Fischer called out DAOU, Frank Family Vineyards and Matua as being stand-out brands in the US.

“DAOU is an amazing brand. We’ve just scratched the surface from a growth opportunity perspective, with meaningful runway to expand distribution of the core portfolio and further grow the on-premise channel,” he said.

“The expansion in category weighted distribution has been the key to growth outside of California with considerable opportunities remaining.

“Frank family is another fabulous brand with huge potential. We are seeing strong depletions growth driven by on-premise strength. And like DAOU increased distribution outside of California as the brand continues to build its status with the U.S. luxury wine consumer.

“And in the premium space, Matua continues to grow ahead of the category in the US. A key driver of recent growth has been expanded distribution of Matua Lighter which has a strong presence in the better-for-you segment and growing at around double the rate of the core brand tier.

“We believe there is a big opportunity for the brand elsewhere with Australia an increasing focus delivering double-digit depletion growth, again, led by distribution expansion in the major retailers. Ensuring we remain focused on best-in-class execution is critical to our growth ambition.”

Fischer said the future was also bright for Penfolds in China.

“The positive news coming out of China around momentum of the Penfolds brand is you just can’t underestimate that impact for us,” he said.

“It’s early days, and we’re not even in the Chinese New Year, but lots of what happens at a brand level happens before the actual celebration. And we’ve got some great anecdotal feedback on the strength of the brand, how well it’s being received from a gifting perspective in the Year of the Horse.”

Building the “white Grange”

Michael Simotas from Jefferies noted that it “seems pretty clear in every market around the world, including China as consumer preferences are shifting towards lighter red and white”.

“Outside of Frank Family, none of your brands are really known for either of those styles,” he said. “What does that evolving the portfolio look like?

Citi analyst Sam Teeger agreed: “Reigniting demand in the face of structural and cyclical headwinds whilst taking cost out (which will need to be partially reinvested to drive growth) won’t be easy, in our view, particularly with Treasury acknowledging its portfolio is underweight in areas of the category seeing faster growth for example luxury whites.”

Fischer said TWE had been exploring the big trends it sees at a category level and overlaying its brands against those trends.

“We can see luxury white wine having really interesting runway starting to get a lot of traction,” he said.

“We looked at our portfolio and said, well, we’ve got some really incredible brands here led by Yattarna that can that play a much, much bigger role as we look into the future.

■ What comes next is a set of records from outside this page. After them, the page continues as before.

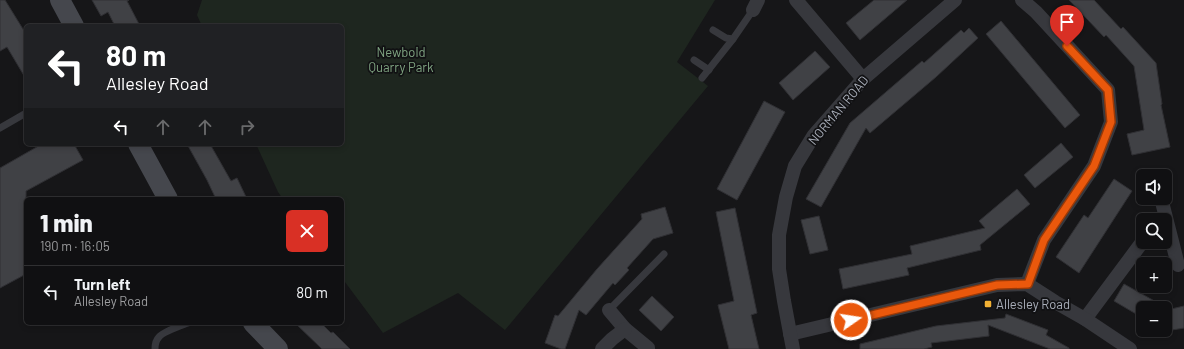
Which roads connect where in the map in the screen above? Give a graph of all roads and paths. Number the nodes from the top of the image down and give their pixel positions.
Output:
1 (60, 0) edge
2 (796, 0) edge
3 (955, 0) edge
4 (1022, 0) edge
5 (755, 5) edge
6 (73, 24) edge
7 (713, 30) dead end
8 (733, 39) junction
9 (694, 60) dead end
10 (709, 70) junction
11 (702, 78) dead end
12 (863, 78) junction
13 (24, 114) edge
14 (0, 128) edge
15 (139, 146) edge
16 (167, 197) edge
17 (1172, 247) edge
18 (1137, 249) edge
19 (664, 254) dead end
20 (1178, 264) dead end
21 (1028, 284) junction
22 (609, 310) joint
23 (1085, 319) junction
24 (183, 325) edge
25 (255, 325) edge
26 (625, 329) junction
27 (790, 334) junction
28 (648, 348) dead end
29 (155, 349) edge
30 (278, 349) edge
31 (602, 349) edge
32 (794, 349) edge
33 (1130, 349) edge

1 - 6 main road
2 - 12 street
3 - 12 street, NORMAN ROAD
4 - 21 street
5 - 8 lane
7 - 8 lane
8 - 10 lane
9 - 10 lane
10 - 11 lane
12 - 27 street, NORMAN ROAD
13 - 14 lane
15 - 16 main road
17 - 20 street
18 - 23 street
19 - 22 lane
21 - 23 street
21 - 27 street
22 - 26 street
23 - 33 street
24 - 29 lane
25 - 30 main road
26 - 28 street
26 - 31 street
27 - 32 street, NORMAN ROAD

“That’s the one with the huge credentials, the white Grange, there’s so much more we can do with that.” 

Next steps

Fischer promised that the TWE Ascent program would deliver better results for the company. It aims to drive transformation to create a stronger business, with a focus on delivering attractive returns and cash generation.

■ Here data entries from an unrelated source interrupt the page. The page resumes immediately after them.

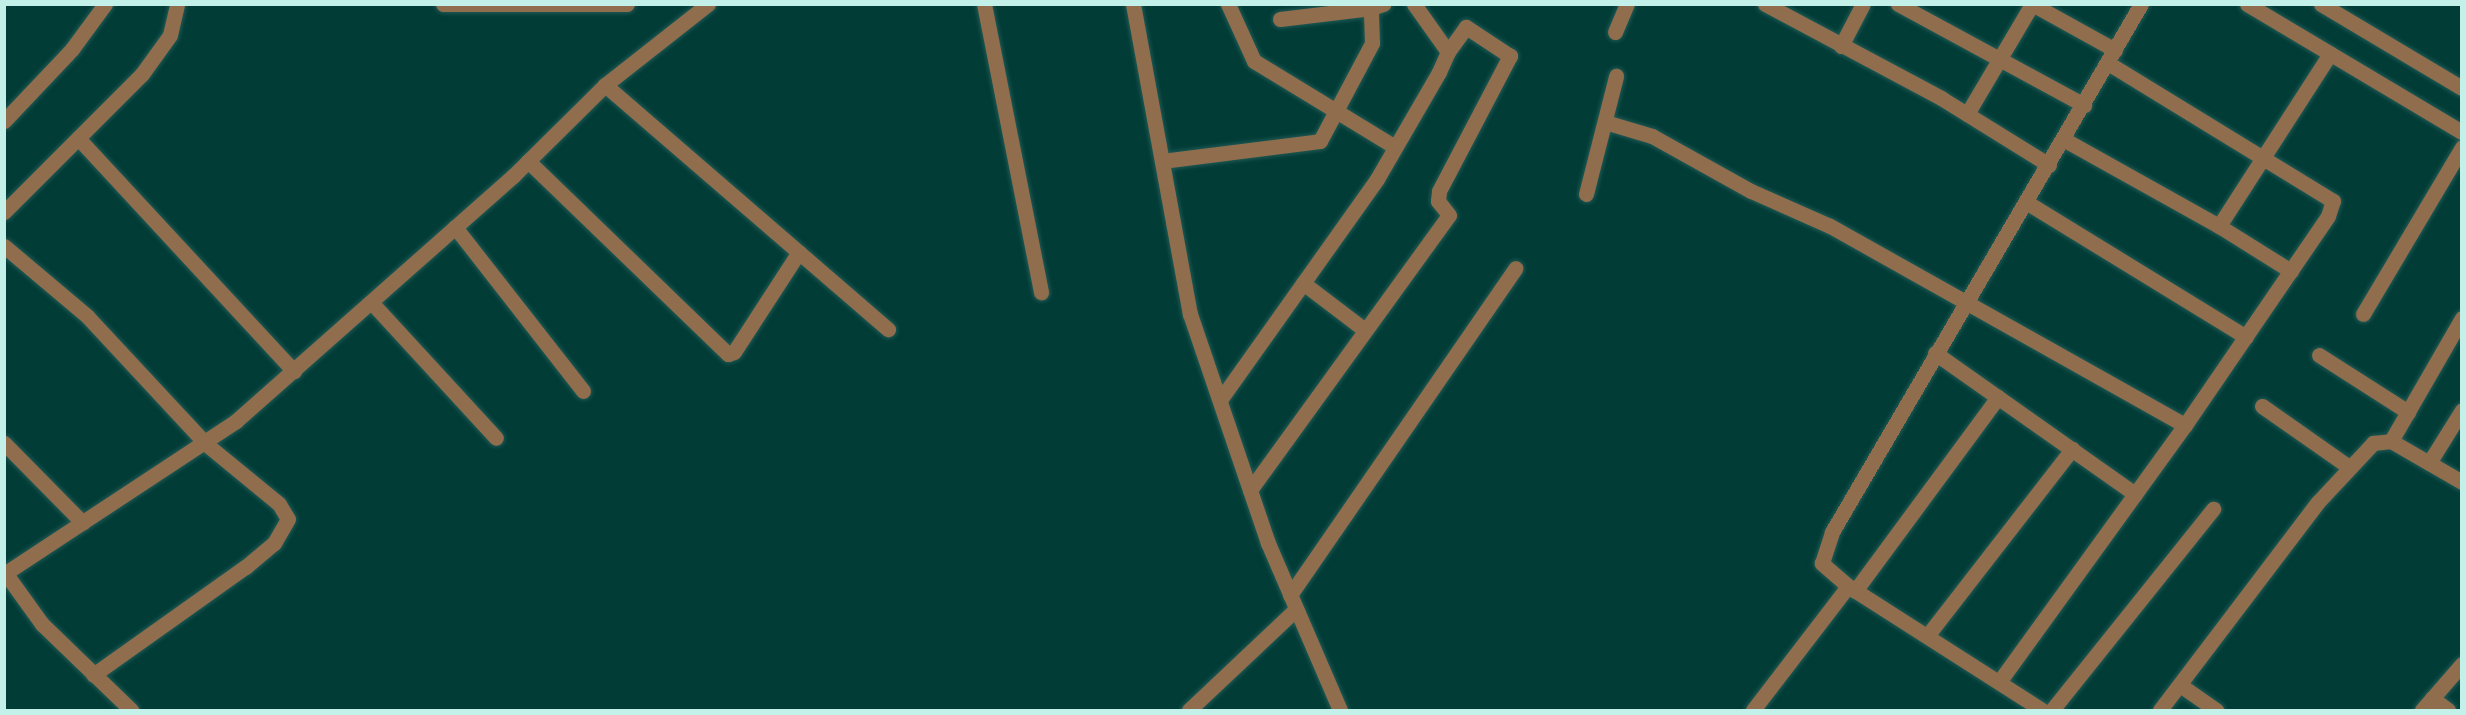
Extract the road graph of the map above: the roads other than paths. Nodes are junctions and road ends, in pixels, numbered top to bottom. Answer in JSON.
{"nodes":[{"id":1,"x":105,"y":4,"type":"edge"},
{"id":2,"x":177,"y":4,"type":"edge"},
{"id":3,"x":443,"y":4,"type":"edge"},
{"id":4,"x":627,"y":4,"type":"edge"},
{"id":5,"x":708,"y":4,"type":"edge"},
{"id":6,"x":984,"y":4,"type":"edge"},
{"id":7,"x":1133,"y":4,"type":"edge"},
{"id":8,"x":1228,"y":4,"type":"edge"},
{"id":9,"x":1414,"y":4,"type":"edge"},
{"id":10,"x":1627,"y":4,"type":"edge"},
{"id":11,"x":1765,"y":4,"type":"edge"},
{"id":12,"x":1863,"y":4,"type":"edge"},
{"id":13,"x":1898,"y":4,"type":"edge"},
{"id":14,"x":2032,"y":4,"type":"edge"},
{"id":15,"x":2141,"y":4,"type":"edge"},
{"id":16,"x":2247,"y":4,"type":"edge"},
{"id":17,"x":2321,"y":4,"type":"edge"},
{"id":18,"x":1377,"y":6,"type":"edge"},
{"id":19,"x":1280,"y":19,"type":"dead end"},
{"id":20,"x":1615,"y":32,"type":"dead end"},
{"id":21,"x":1840,"y":46,"type":"junction"},
{"id":22,"x":1448,"y":52,"type":"junction"},
{"id":23,"x":2330,"y":54,"type":"junction"},
{"id":24,"x":2112,"y":57,"type":"junction"},
{"id":25,"x":2000,"y":61,"type":"junction"},
{"id":26,"x":1616,"y":76,"type":"dead end"},
{"id":27,"x":605,"y":85,"type":"junction"},
{"id":28,"x":2462,"y":88,"type":"edge"},
{"id":29,"x":2084,"y":105,"type":"junction"},
{"id":30,"x":1332,"y":110,"type":"junction"},
{"id":31,"x":1967,"y":114,"type":"junction"},
{"id":32,"x":4,"y":121,"type":"edge"},
{"id":33,"x":1605,"y":122,"type":"junction"},
{"id":34,"x":2462,"y":132,"type":"edge"},
{"id":35,"x":78,"y":138,"type":"junction"},
{"id":36,"x":2065,"y":140,"type":"junction"},
{"id":37,"x":1395,"y":147,"type":"junction"},
{"id":38,"x":2462,"y":147,"type":"edge"},
{"id":39,"x":2263,"y":156,"type":"junction"},
{"id":40,"x":528,"y":161,"type":"junction"},
{"id":41,"x":1162,"y":161,"type":"junction"},
{"id":42,"x":2049,"y":165,"type":"junction"},
{"id":43,"x":1586,"y":194,"type":"dead end"},
{"id":44,"x":2026,"y":202,"type":"junction"},
{"id":45,"x":4,"y":212,"type":"edge"},
{"id":46,"x":2218,"y":226,"type":"junction"},
{"id":47,"x":455,"y":227,"type":"junction"},
{"id":48,"x":4,"y":246,"type":"edge"},
{"id":49,"x":799,"y":252,"type":"junction"},
{"id":50,"x":1516,"y":268,"type":"dead end"},
{"id":51,"x":2291,"y":271,"type":"junction"},
{"id":52,"x":1303,"y":283,"type":"junction"},
{"id":53,"x":1041,"y":292,"type":"dead end"},
{"id":54,"x":1967,"y":300,"type":"junction"},
{"id":55,"x":372,"y":303,"type":"junction"},
{"id":56,"x":2363,"y":314,"type":"dead end"},
{"id":57,"x":2462,"y":318,"type":"edge"},
{"id":58,"x":888,"y":329,"type":"dead end"},
{"id":59,"x":1365,"y":330,"type":"junction"},
{"id":60,"x":2246,"y":337,"type":"junction"},
{"id":61,"x":1935,"y":352,"type":"junction"},
{"id":62,"x":2319,"y":355,"type":"dead end"},
{"id":63,"x":294,"y":371,"type":"junction"},
{"id":64,"x":583,"y":391,"type":"dead end"},
{"id":65,"x":1998,"y":397,"type":"junction"},
{"id":66,"x":1220,"y":400,"type":"junction"},
{"id":67,"x":2262,"y":406,"type":"dead end"},
{"id":68,"x":2462,"y":410,"type":"edge"},
{"id":69,"x":2408,"y":412,"type":"junction"},
{"id":70,"x":2185,"y":425,"type":"junction"},
{"id":71,"x":496,"y":438,"type":"dead end"},
{"id":72,"x":2391,"y":441,"type":"junction"},
{"id":73,"x":4,"y":443,"type":"edge"},
{"id":74,"x":206,"y":444,"type":"junction"},
{"id":75,"x":2072,"y":449,"type":"junction"},
{"id":76,"x":2429,"y":463,"type":"junction"},
{"id":77,"x":2349,"y":467,"type":"junction"},
{"id":78,"x":2462,"y":482,"type":"edge"},
{"id":79,"x":1250,"y":489,"type":"junction"},
{"id":80,"x":2135,"y":494,"type":"junction"},
{"id":81,"x":2213,"y":509,"type":"dead end"},
{"id":82,"x":83,"y":523,"type":"junction"},
{"id":83,"x":5,"y":574,"type":"edge"},
{"id":84,"x":1852,"y":588,"type":"junction"},
{"id":85,"x":1293,"y":602,"type":"junction"},
{"id":86,"x":1927,"y":636,"type":"junction"},
{"id":87,"x":2462,"y":664,"type":"edge"},
{"id":88,"x":93,"y":675,"type":"junction"},
{"id":89,"x":1999,"y":682,"type":"junction"},
{"id":90,"x":2180,"y":685,"type":"junction"},
{"id":91,"x":2432,"y":698,"type":"junction"},
{"id":92,"x":2035,"y":709,"type":"edge"},
{"id":93,"x":131,"y":711,"type":"edge"},
{"id":94,"x":1189,"y":711,"type":"edge"},
{"id":95,"x":1340,"y":711,"type":"edge"},
{"id":96,"x":1753,"y":711,"type":"edge"},
{"id":97,"x":2052,"y":711,"type":"edge"},
{"id":98,"x":2160,"y":711,"type":"edge"},
{"id":99,"x":2216,"y":711,"type":"edge"},
{"id":100,"x":2422,"y":711,"type":"edge"},
{"id":101,"x":2448,"y":711,"type":"edge"}],
"edges":[{"from":1,"to":32,"type":"street"},
{"from":2,"to":35,"type":"street"},
{"from":3,"to":4,"type":"street"},
{"from":5,"to":27,"type":"street"},
{"from":6,"to":53,"type":"street"},
{"from":7,"to":41,"type":"street"},
{"from":8,"to":30,"type":"street"},
{"from":9,"to":22,"type":"street"},
{"from":10,"to":20,"type":"street"},
{"from":11,"to":21,"type":"street"},
{"from":12,"to":21,"type":"street"},
{"from":13,"to":25,"type":"street"},
{"from":14,"to":24,"type":"street"},
{"from":14,"to":25,"type":"street"},
{"from":15,"to":24,"type":"street"},
{"from":16,"to":23,"type":"street"},
{"from":17,"to":28,"type":"street"},
{"from":18,"to":19,"type":"street"},
{"from":18,"to":30,"type":"street"},
{"from":21,"to":31,"type":"street"},
{"from":22,"to":37,"type":"street"},
{"from":22,"to":59,"type":"street"},
{"from":23,"to":34,"type":"street"},
{"from":23,"to":39,"type":"street"},
{"from":24,"to":29,"type":"street"},
{"from":24,"to":39,"type":"street"},
{"from":25,"to":29,"type":"street"},
{"from":25,"to":31,"type":"street"},
{"from":26,"to":33,"type":"street"},
{"from":27,"to":40,"type":"street"},
{"from":27,"to":49,"type":"street"},
{"from":29,"to":36,"type":"street"},
{"from":30,"to":37,"type":"street"},
{"from":30,"to":41,"type":"street"},
{"from":31,"to":42,"type":"street"},
{"from":33,"to":43,"type":"street"},
{"from":33,"to":54,"type":"street"},
{"from":35,"to":45,"type":"street"},
{"from":35,"to":63,"type":"street"},
{"from":36,"to":42,"type":"street"},
{"from":36,"to":46,"type":"street"},
{"from":37,"to":52,"type":"street"},
{"from":38,"to":56,"type":"street"},
{"from":39,"to":46,"type":"street"},
{"from":39,"to":51,"type":"street"},
{"from":40,"to":47,"type":"street"},
{"from":40,"to":49,"type":"street"},
{"from":41,"to":66,"type":"street"},
{"from":42,"to":44,"type":"street"},
{"from":44,"to":54,"type":"street"},
{"from":44,"to":60,"type":"street"},
{"from":46,"to":51,"type":"street"},
{"from":47,"to":55,"type":"street"},
{"from":47,"to":64,"type":"street"},
{"from":48,"to":74,"type":"street"},
{"from":49,"to":58,"type":"street"},
{"from":50,"to":85,"type":"street"},
{"from":51,"to":60,"type":"street"},
{"from":52,"to":59,"type":"street"},
{"from":52,"to":66,"type":"street"},
{"from":54,"to":61,"type":"street"},
{"from":54,"to":70,"type":"street"},
{"from":55,"to":63,"type":"street"},
{"from":55,"to":71,"type":"street"},
{"from":57,"to":69,"type":"street"},
{"from":59,"to":79,"type":"street"},
{"from":60,"to":70,"type":"street"},
{"from":61,"to":65,"type":"street"},
{"from":61,"to":84,"type":"street"},
{"from":62,"to":69,"type":"street"},
{"from":63,"to":74,"type":"street"},
{"from":65,"to":75,"type":"street"},
{"from":65,"to":84,"type":"street"},
{"from":66,"to":79,"type":"street"},
{"from":67,"to":77,"type":"street"},
{"from":68,"to":76,"type":"street"},
{"from":69,"to":72,"type":"street"},
{"from":70,"to":80,"type":"street"},
{"from":72,"to":76,"type":"street"},
{"from":72,"to":77,"type":"street"},
{"from":73,"to":82,"type":"street"},
{"from":74,"to":82,"type":"street"},
{"from":74,"to":88,"type":"street"},
{"from":75,"to":80,"type":"street"},
{"from":75,"to":86,"type":"street"},
{"from":76,"to":78,"type":"street"},
{"from":77,"to":90,"type":"street"},
{"from":79,"to":85,"type":"street"},
{"from":80,"to":89,"type":"street"},
{"from":81,"to":97,"type":"street"},
{"from":82,"to":83,"type":"street"},
{"from":83,"to":88,"type":"street"},
{"from":84,"to":86,"type":"street"},
{"from":84,"to":96,"type":"street"},
{"from":85,"to":94,"type":"street"},
{"from":85,"to":95,"type":"street"},
{"from":86,"to":89,"type":"street"},
{"from":87,"to":91,"type":"street"},
{"from":88,"to":93,"type":"street"},
{"from":89,"to":92,"type":"street"},
{"from":90,"to":98,"type":"street"},
{"from":90,"to":99,"type":"street"},
{"from":91,"to":100,"type":"street"},
{"from":91,"to":101,"type":"street"}]}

He said it was progressing well, with high confidence of cost saving and asset realisation benefits.

The program is focused on three core pillars, with the following guiding principles:

  • Portfolio evolution: a portfolio of brands that individually and collectively are positioned to outperform the market
    and which align the brands and assets on the balance sheet to support future strategy while also releasing capital
  • Operating model transformation: delivering increased speed, consistency and execution effectiveness
  • Operating cost optimisation: targeting $100m per annum in cost improvement, with initial benefits commencing in
    F27 and full realisation across a two to three-year period, delivered through benchmarked performance and
    maximised use of data and automation

The specific plans and targets of TWE Ascent will be disclosed to the market as part of the company’s planned
investor day on 4 June 2026 in Sydney, Australia.